- **THE PROBLEM**
Any image in the records is to be dropped, and everything else duplicated precisely.

----

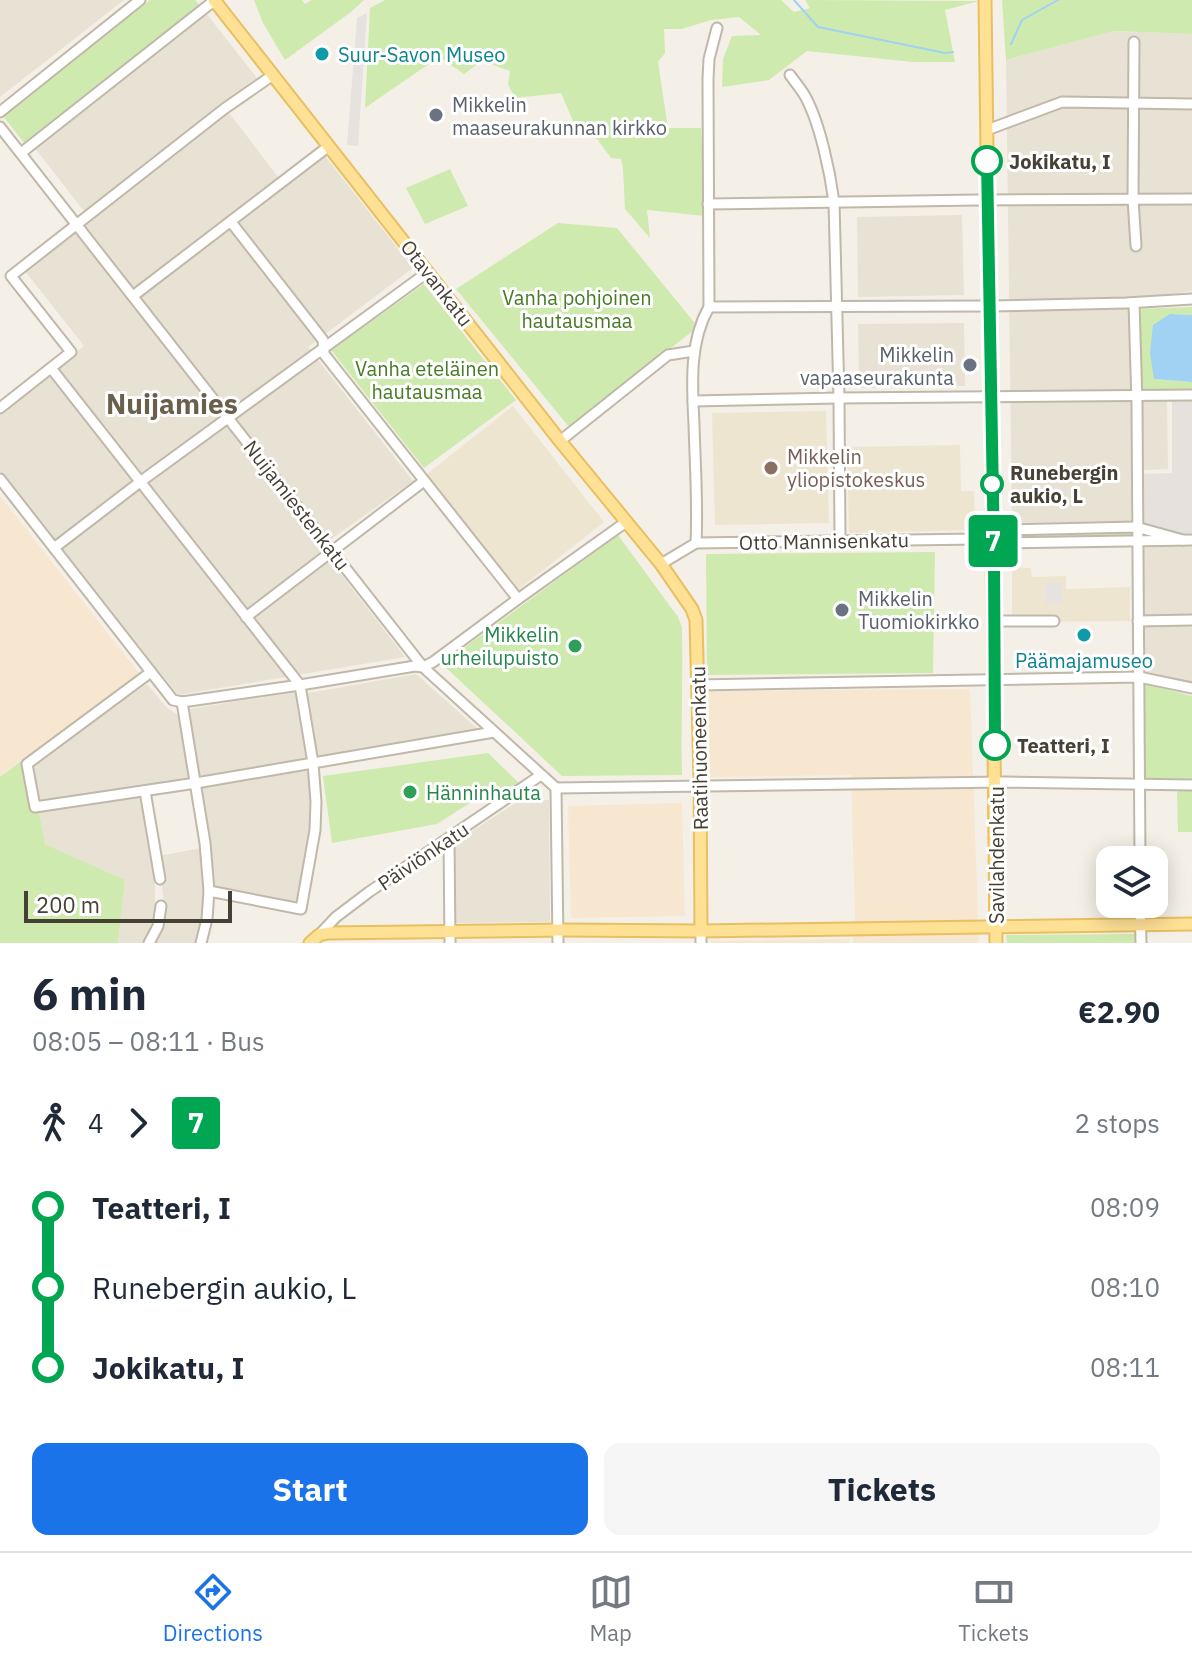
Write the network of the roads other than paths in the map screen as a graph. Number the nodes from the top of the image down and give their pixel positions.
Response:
1 (140, 0) edge
2 (214, 0) edge
3 (985, 0) edge
4 (717, 28) dead end
5 (1134, 42) dead end
6 (273, 75) junction
7 (790, 75) dead end
8 (1134, 104) junction
9 (1192, 104) edge
10 (0, 112) edge
11 (0, 127) edge
12 (987, 130) junction
13 (329, 146) junction
14 (21, 153) junction
15 (1133, 199) junction
16 (1192, 199) edge
17 (987, 200) junction
18 (834, 202) junction
19 (708, 204) junction
20 (231, 222) junction
21 (77, 225) junction
22 (1136, 246) dead end
23 (424, 274) junction
24 (133, 296) junction
25 (1192, 299) edge
26 (1134, 303) junction
27 (837, 305) junction
28 (990, 306) junction
29 (709, 307) junction
30 (323, 348) junction
31 (694, 351) junction
32 (51, 368) junction
33 (1137, 394) junction
34 (1192, 395) edge
35 (990, 396) junction
36 (839, 398) junction
37 (693, 401) junction
38 (0, 408) edge
39 (228, 417) junction
40 (560, 441) junction
41 (0, 479) edge
42 (424, 481) junction
43 (140, 482) junction
44 (622, 525) junction
45 (1136, 527) junction
46 (993, 537) junction
47 (840, 540) junction
48 (1188, 540) edge
49 (1137, 541) junction
50 (696, 543) junction
51 (58, 546) junction
52 (332, 551) junction
53 (661, 564) junction
54 (518, 599) junction
55 (246, 617) junction
56 (1192, 620) edge
57 (993, 621) junction
58 (1054, 621) dead end
59 (1138, 621) junction
60 (423, 667) junction
61 (151, 672) junction
62 (1139, 677) junction
63 (994, 680) junction
64 (300, 685) junction
65 (698, 685) junction
66 (1192, 688) edge
67 (182, 702) junction
68 (494, 732) junction
69 (313, 763) junction
70 (541, 775) junction
71 (995, 782) junction
72 (196, 783) junction
73 (1139, 783) junction
74 (1192, 785) edge
75 (700, 786) junction
76 (556, 788) junction
77 (145, 791) junction
78 (449, 839) junction
79 (1140, 846) edge
80 (160, 879) dead end
81 (209, 891) junction
82 (161, 906) dead end
83 (1141, 918) edge
84 (1192, 924) edge
85 (1141, 925) junction
86 (996, 927) junction
87 (558, 930) junction
88 (450, 937) edge
89 (701, 937) edge
90 (314, 939) edge
91 (149, 943) edge
92 (201, 943) edge
93 (558, 943) edge
94 (996, 943) edge
95 (1141, 943) edge

1 - 10 street
2 - 6 main road, Otavankatu
2 - 14 street
3 - 12 main road, Savilahdenkatu
4 - 19 street
5 - 8 street
6 - 13 main road, Otavankatu
6 - 21 street
7 - 18 street
8 - 9 street
8 - 12 street
8 - 15 street
11 - 14 street, Nuijamiestenkatu
12 - 17 main road, Savilahdenkatu
13 - 20 street
13 - 23 main road, Otavankatu
14 - 21 street, Nuijamiestenkatu
15 - 16 street
15 - 17 street
15 - 22 street
17 - 18 street
17 - 28 main road, Savilahdenkatu
18 - 19 street
18 - 27 street
19 - 29 street
20 - 24 street
20 - 30 street
21 - 24 street, Nuijamiestenkatu
21 - 32 street
23 - 30 street
23 - 40 main road, Otavankatu
24 - 39 street, Nuijamiestenkatu
25 - 26 street
26 - 28 street
26 - 33 street
27 - 28 street
27 - 29 street
27 - 36 street
28 - 35 main road, Savilahdenkatu
29 - 31 street
30 - 39 street
30 - 42 street
31 - 37 street
31 - 40 street
32 - 38 street
32 - 43 street
33 - 34 street
33 - 35 street
33 - 45 street
35 - 36 street
35 - 46 main road, Savilahdenkatu
36 - 37 street
36 - 47 street
37 - 50 street
39 - 43 street
39 - 52 street, Nuijamiestenkatu
40 - 44 main road, Otavankatu
41 - 51 street
42 - 52 street
42 - 54 street
43 - 51 street
43 - 55 street
44 - 53 main road, Otavankatu
44 - 54 street
45 - 46 street
45 - 48 street
45 - 49 street
46 - 47 street, Otto Mannisenkatu
46 - 49 street
46 - 57 main road, Savilahdenkatu
47 - 50 street, Otto Mannisenkatu
48 - 49 street
49 - 59 street
50 - 53 street, Otto Mannisenkatu
51 - 61 street
52 - 55 street
52 - 60 street, Nuijamiestenkatu
53 - 65 main road, Raatihuoneenkatu
54 - 60 street
55 - 64 street
56 - 59 street
57 - 58 street
57 - 63 main road, Savilahdenkatu
59 - 62 street
60 - 64 street
60 - 68 street, Nuijamiestenkatu
61 - 67 street
61 - 77 street
62 - 63 street
62 - 66 street
62 - 73 street
63 - 65 street
63 - 71 main road, Savilahdenkatu
64 - 67 street
64 - 69 street
65 - 75 main road, Raatihuoneenkatu
67 - 72 street
68 - 69 street
68 - 70 street, Nuijamiestenkatu
69 - 72 street
69 - 81 street
70 - 76 street, Nuijamiestenkatu
70 - 78 street, Päiviönkatu
71 - 73 street
71 - 75 street
71 - 86 main road, Savilahdenkatu
72 - 77 street
72 - 81 street
73 - 74 street
73 - 79 street
75 - 76 street
75 - 89 main road, Raatihuoneenkatu
76 - 87 street
77 - 80 street
78 - 88 street
78 - 90 street, Päiviönkatu
81 - 92 street
82 - 91 street
83 - 85 street
84 - 85 main road
85 - 86 main road
85 - 95 street
86 - 89 main road
86 - 94 main road, Savilahdenkatu
87 - 88 main road
87 - 89 main road
87 - 93 street
88 - 90 main road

----

- **ANSWER SECTION**
Write the network of the roads other than paths in the map screen as a graph. Number the nodes from the top of the image down and give their pixel positions.
Response:
1 (140, 0) edge
2 (214, 0) edge
3 (985, 0) edge
4 (717, 28) dead end
5 (1134, 42) dead end
6 (273, 75) junction
7 (790, 75) dead end
8 (1134, 104) junction
9 (1192, 104) edge
10 (0, 112) edge
11 (0, 127) edge
12 (987, 130) junction
13 (329, 146) junction
14 (21, 153) junction
15 (1133, 199) junction
16 (1192, 199) edge
17 (987, 200) junction
18 (834, 202) junction
19 (708, 204) junction
20 (231, 222) junction
21 (77, 225) junction
22 (1136, 246) dead end
23 (424, 274) junction
24 (133, 296) junction
25 (1192, 299) edge
26 (1134, 303) junction
27 (837, 305) junction
28 (990, 306) junction
29 (709, 307) junction
30 (323, 348) junction
31 (694, 351) junction
32 (51, 368) junction
33 (1137, 394) junction
34 (1192, 395) edge
35 (990, 396) junction
36 (839, 398) junction
37 (693, 401) junction
38 (0, 408) edge
39 (228, 417) junction
40 (560, 441) junction
41 (0, 479) edge
42 (424, 481) junction
43 (140, 482) junction
44 (622, 525) junction
45 (1136, 527) junction
46 (993, 537) junction
47 (840, 540) junction
48 (1188, 540) edge
49 (1137, 541) junction
50 (696, 543) junction
51 (58, 546) junction
52 (332, 551) junction
53 (661, 564) junction
54 (518, 599) junction
55 (246, 617) junction
56 (1192, 620) edge
57 (993, 621) junction
58 (1054, 621) dead end
59 (1138, 621) junction
60 (423, 667) junction
61 (151, 672) junction
62 (1139, 677) junction
63 (994, 680) junction
64 (300, 685) junction
65 (698, 685) junction
66 (1192, 688) edge
67 (182, 702) junction
68 (494, 732) junction
69 (313, 763) junction
70 (541, 775) junction
71 (995, 782) junction
72 (196, 783) junction
73 (1139, 783) junction
74 (1192, 785) edge
75 (700, 786) junction
76 (556, 788) junction
77 (145, 791) junction
78 (449, 839) junction
79 (1140, 846) edge
80 (160, 879) dead end
81 (209, 891) junction
82 (161, 906) dead end
83 (1141, 918) edge
84 (1192, 924) edge
85 (1141, 925) junction
86 (996, 927) junction
87 (558, 930) junction
88 (450, 937) edge
89 (701, 937) edge
90 (314, 939) edge
91 (149, 943) edge
92 (201, 943) edge
93 (558, 943) edge
94 (996, 943) edge
95 (1141, 943) edge

1 - 10 street
2 - 6 main road, Otavankatu
2 - 14 street
3 - 12 main road, Savilahdenkatu
4 - 19 street
5 - 8 street
6 - 13 main road, Otavankatu
6 - 21 street
7 - 18 street
8 - 9 street
8 - 12 street
8 - 15 street
11 - 14 street, Nuijamiestenkatu
12 - 17 main road, Savilahdenkatu
13 - 20 street
13 - 23 main road, Otavankatu
14 - 21 street, Nuijamiestenkatu
15 - 16 street
15 - 17 street
15 - 22 street
17 - 18 street
17 - 28 main road, Savilahdenkatu
18 - 19 street
18 - 27 street
19 - 29 street
20 - 24 street
20 - 30 street
21 - 24 street, Nuijamiestenkatu
21 - 32 street
23 - 30 street
23 - 40 main road, Otavankatu
24 - 39 street, Nuijamiestenkatu
25 - 26 street
26 - 28 street
26 - 33 street
27 - 28 street
27 - 29 street
27 - 36 street
28 - 35 main road, Savilahdenkatu
29 - 31 street
30 - 39 street
30 - 42 street
31 - 37 street
31 - 40 street
32 - 38 street
32 - 43 street
33 - 34 street
33 - 35 street
33 - 45 street
35 - 36 street
35 - 46 main road, Savilahdenkatu
36 - 37 street
36 - 47 street
37 - 50 street
39 - 43 street
39 - 52 street, Nuijamiestenkatu
40 - 44 main road, Otavankatu
41 - 51 street
42 - 52 street
42 - 54 street
43 - 51 street
43 - 55 street
44 - 53 main road, Otavankatu
44 - 54 street
45 - 46 street
45 - 48 street
45 - 49 street
46 - 47 street, Otto Mannisenkatu
46 - 49 street
46 - 57 main road, Savilahdenkatu
47 - 50 street, Otto Mannisenkatu
48 - 49 street
49 - 59 street
50 - 53 street, Otto Mannisenkatu
51 - 61 street
52 - 55 street
52 - 60 street, Nuijamiestenkatu
53 - 65 main road, Raatihuoneenkatu
54 - 60 street
55 - 64 street
56 - 59 street
57 - 58 street
57 - 63 main road, Savilahdenkatu
59 - 62 street
60 - 64 street
60 - 68 street, Nuijamiestenkatu
61 - 67 street
61 - 77 street
62 - 63 street
62 - 66 street
62 - 73 street
63 - 65 street
63 - 71 main road, Savilahdenkatu
64 - 67 street
64 - 69 street
65 - 75 main road, Raatihuoneenkatu
67 - 72 street
68 - 69 street
68 - 70 street, Nuijamiestenkatu
69 - 72 street
69 - 81 street
70 - 76 street, Nuijamiestenkatu
70 - 78 street, Päiviönkatu
71 - 73 street
71 - 75 street
71 - 86 main road, Savilahdenkatu
72 - 77 street
72 - 81 street
73 - 74 street
73 - 79 street
75 - 76 street
75 - 89 main road, Raatihuoneenkatu
76 - 87 street
77 - 80 street
78 - 88 street
78 - 90 street, Päiviönkatu
81 - 92 street
82 - 91 street
83 - 85 street
84 - 85 main road
85 - 86 main road
85 - 95 street
86 - 89 main road
86 - 94 main road, Savilahdenkatu
87 - 88 main road
87 - 89 main road
87 - 93 street
88 - 90 main road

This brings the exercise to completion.